How does a Pulse Oximeter work
Dr SJ Fearnley,
Department of Anaesthetics, Torbay Hospital, Torquay, UK
Pulse oximetry is a simple non-invasive method of monitoring the percentage of haemoglobin (Hb) which is saturated with oxygen. The pulse oximeter consists of a probe attached to the patient's finger or ear lobe which is linked to a computerised unit. The unit displays the percentage of Hb saturated with oxygen together with an audible signal for each pulse beat, a calculated heart rate and in some models, a graphical display of the blood flow past the probe. Audible alarms which can be programmed by the user are provided. An oximeter detects hypoxia before the patient becomes clinically cyanosed.
How does an oximeter work?
A source of light originates from the probe at two wavelengths (650nm and 805nm). The light is partly absorbed by haemoglobin, by amounts which differ depending on whether it is saturated or desaturated with oxygen. By calculating the absorption at the two wavelengths the processor can compute the proportion of haemoglobin which is oxygenated. The oximeter is dependant on a pulsatile flow and produces a graph of the quality of flow. Where flow is sluggish (eg hypovolaemia or vasoconstriction) the pulse oximeter may be unable to function. The computer within the oximeter is capable of distinguishing pulsatile flow from other more static signals (such as tissue or venous signals) to display only the arterial flow.

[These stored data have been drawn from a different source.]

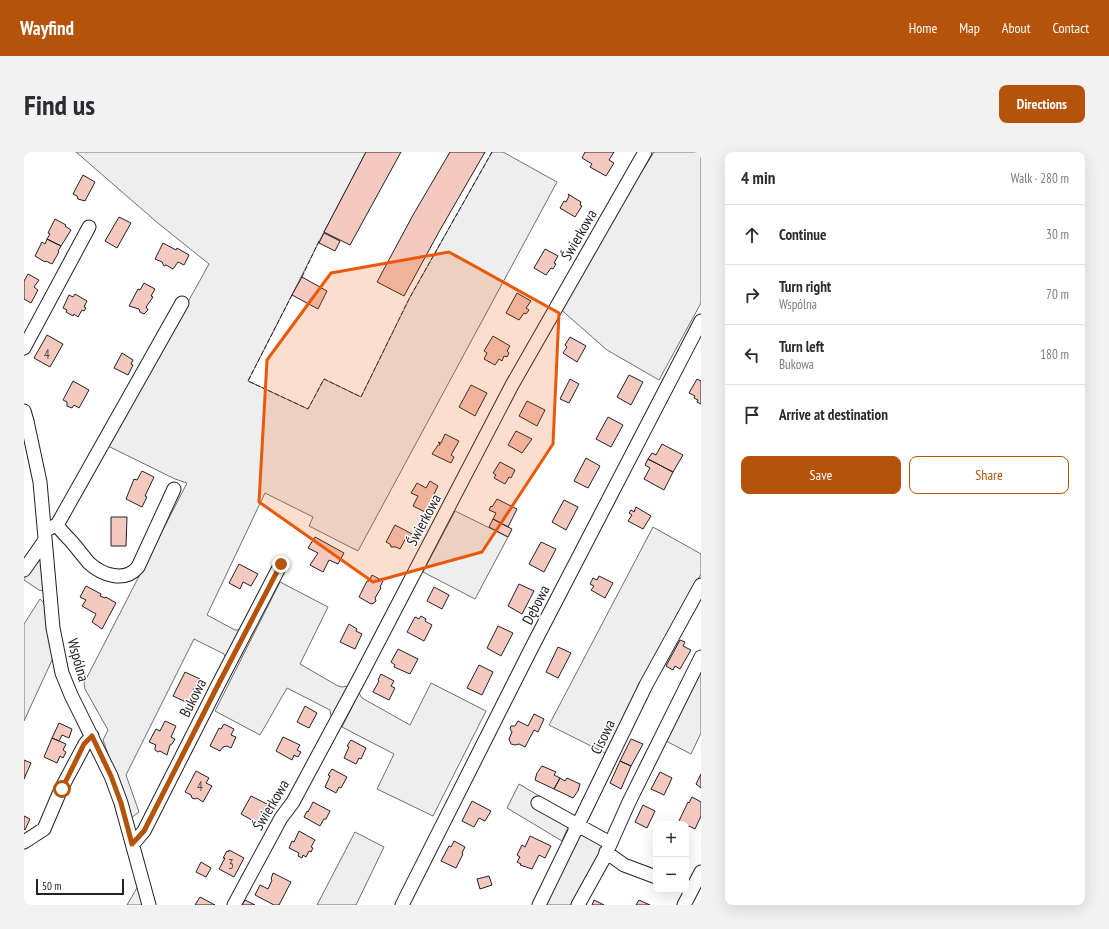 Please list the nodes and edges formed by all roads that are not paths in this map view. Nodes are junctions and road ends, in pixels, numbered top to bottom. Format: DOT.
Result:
graph roads {
  1 [pos="645,152"];
  2 [pos="89,227"];
  3 [pos="182,303"];
  4 [pos="701,321"];
  5 [pos="24,348"];
  6 [pos="24,411"];
  7 [pos="174,490"];
  8 [pos="57,525"];
  9 [pos="44,534"];
  10 [pos="281,564"];
  11 [pos="24,570"];
  12 [pos="701,585"];
  13 [pos="701,657"];
  14 [pos="92,736"];
  15 [pos="538,803"];
  16 [pos="578,826"];
  17 [pos="24,842"];
  18 [pos="132,844"];
  19 [pos="608,848"];
  20 [pos="701,872"];
  21 [pos="653,876"];
  22 [pos="689,890"];
  23 [pos="687,893"];
  24 [pos="149,905"];
  25 [pos="234,905"];
  26 [pos="402,905"];
  27 [pos="539,905"];
  28 [pos="578,905"];
  29 [pos="684,905"];
  1 -- 25 [label="street, Świerkowa"];
  2 -- 5 [label="street"];
  3 -- 8 [label="street"];
  4 -- 26 [label="street, Dębowa"];
  6 -- 9 [label="street, Wspólna"];
  7 -- 8 [label="street"];
  8 -- 9 [label="street"];
  9 -- 11 [label="street"];
  9 -- 14 [label="street, Wspólna"];
  10 -- 18 [label="street, Bukowa"];
  12 -- 16 [label="street, Cisowa"];
  13 -- 19 [label="street"];
  14 -- 17 [label="street"];
  14 -- 18 [label="street, Wspólna"];
  15 -- 16 [label="street"];
  16 -- 19 [label="street"];
  16 -- 27 [label="street, Cisowa"];
  18 -- 24 [label="street, Wspólna"];
  19 -- 21 [label="street"];
  19 -- 28 [label="street"];
  20 -- 22 [label="street"];
  23 -- 29 [label="street"];
} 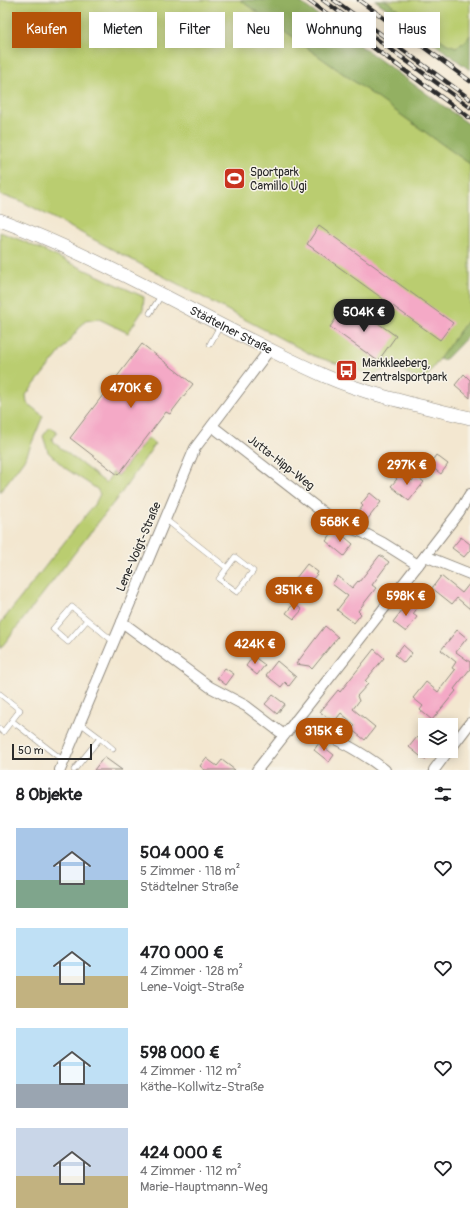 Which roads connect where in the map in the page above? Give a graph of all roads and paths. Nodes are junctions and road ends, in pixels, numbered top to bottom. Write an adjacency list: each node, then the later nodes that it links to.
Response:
1 (0, 220): 2 (street, Städtelner Straße)
2 (162, 295): 3 (lane); 4 (street, Städtelner Straße)
3 (150, 313)
4 (220, 325): 5 (lane); 6 (street, Städtelner Straße)
5 (210, 344)
6 (270, 349): 7 (street, Städtelner Straße); 8 (street, Lene-Voigt-Straße)
7 (470, 418)
8 (212, 426): 10 (street, Lene-Voigt-Straße); 12 (street, Jutta-Hipp-Weg)
9 (470, 494): 11 (street)
10 (165, 519): 13 (lane); 16 (street, Lene-Voigt-Straße)
11 (425, 556): 12 (street); 14 (street)
12 (418, 565): 20 (street)
13 (227, 568): 13 (lane)
14 (470, 574)
15 (86, 620): 15 (lane); 17 (lane)
16 (122, 622): 17 (street, Lene-Voigt-Straße); 24 (street)
17 (114, 642): 21 (street, Lene-Voigt-Straße)
18 (0, 694): 19 (lane)
19 (12, 721): 23 (lane); 29 (lane)
20 (295, 721): 24 (street); 32 (street)
21 (80, 723): 25 (lane); 29 (street, Lene-Voigt-Straße)
22 (470, 723): 26 (street)
23 (0, 729)
24 (284, 735): 31 (street)
25 (100, 738): 27 (lane); 30 (lane)
26 (458, 739)
27 (113, 749)
28 (443, 758): 33 (street)
29 (62, 766)
30 (74, 770)
31 (257, 770)
32 (385, 770)
33 (434, 770)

Calibration and Performance
Oximeters are calibrated during manufacture and automatically check their internal circuits when they are turned on. They are accurate in the range of oxygen saturations of 70 to 100% (+/-2%), but less accurate under 70%. The pitch of the audible pulse signal falls with reducing values of saturation.
The size of the pulse wave (related to flow) is displayed graphically. Some models automatically increase the gain of the display when the flow decreases and in these the display may prove misleading. The alarms usually respond to a slow or fast pulse rate or an oxygen saturation below 90%. At this level there is a marked fall in PaO2 representing serious hypoxia.
In the following situations the pulse oximeter readings may not be accurate:
- A reduction in peripheral pulsatile blood flow produced by peripheral vasoconstriction (hypovolaemia, severe hypotension, cold, cardiac failure, some cardiac arrhythmias) or peripheral vascular disease. These result in an inadequate signal for analysis.
- Venous congestion, particularly when caused by tricuspid regurgitation, may produce venous pulsations which may produce low readings with ear probes. Venous congestion of the limb may affect readings as can a badly positioned probe. When readings are lower than expected it is worth repositioning the probe. In general, however, if the waveform on the flow trace is good, then the reading will be accurate.
- Bright overhead lights in theatre may cause the oximeter to be inaccurate, and the signal may be interrupted by surgical diathermy. Shivering may cause difficulties in picking up an adequate signal.
- Pulse oximetry cannot distinguish between different forms of haemoglobin. Carbo-xyhaemoglobin (haemoglobin combined with carbon monoxide) is registered as 90% oxygenated haemoglobin and 10% desaturated haemoglobin - therefore the oximeter will overestimate the saturation. The presence of methaemoglobin will prevent the oximeter working accurately and the readings will tend towards 85%, regardless of the true saturation.
- When methylene blue is used in surgery to the parathyroids or to treat methaemoglobinaemia a shortlived reduction in saturation estimations is registered.
- Nail varnish may cause falsely low readings. However the units are not affected by jaundice, dark skin or anaemia.
Pulse oximeters may be used in a variety of situations but are of particular value for monitoring oxygenation and pulse rates throughout anaesthesia. They are also widely used during the recovery phase. The oxygen saturation should always be above 95%. In patients with long standing respiratory disease or those with cyanotic congenital heart disease readings may be lower and reflect the severity of the underlying disease.
In intensive care oximeters are used extensively during mechanical ventilation and frequently detect problems with oxygenation before they are noticed clinically. They are used as a guide for weaning from ventilation and also to help assess whether a patient's oxygen therapy is adequate. In some hospitals oximeters are used on the wards and in casualty departments. When patients are sedated for procedures such as endoscopy, oximetry has been shown to increase safety by alerting the staff to unexpected hypoxia.
Oximeters give no information about the level of CO2 and therefore have limitations in the assessment of patients developing respiratory failure due to CO2 retention. On rare occasions oximeters may develop faults and like all monitoring the reading should always be interpreted in association with the patient's clinical condition. Never ignore a reading which suggests the patient is becoming hypoxic. There is no doubt that pulse oximetry is the greatest advance in patient monitoring for many years and it is hoped that their use will eventually become routine during anaesthesia and surgery world wide.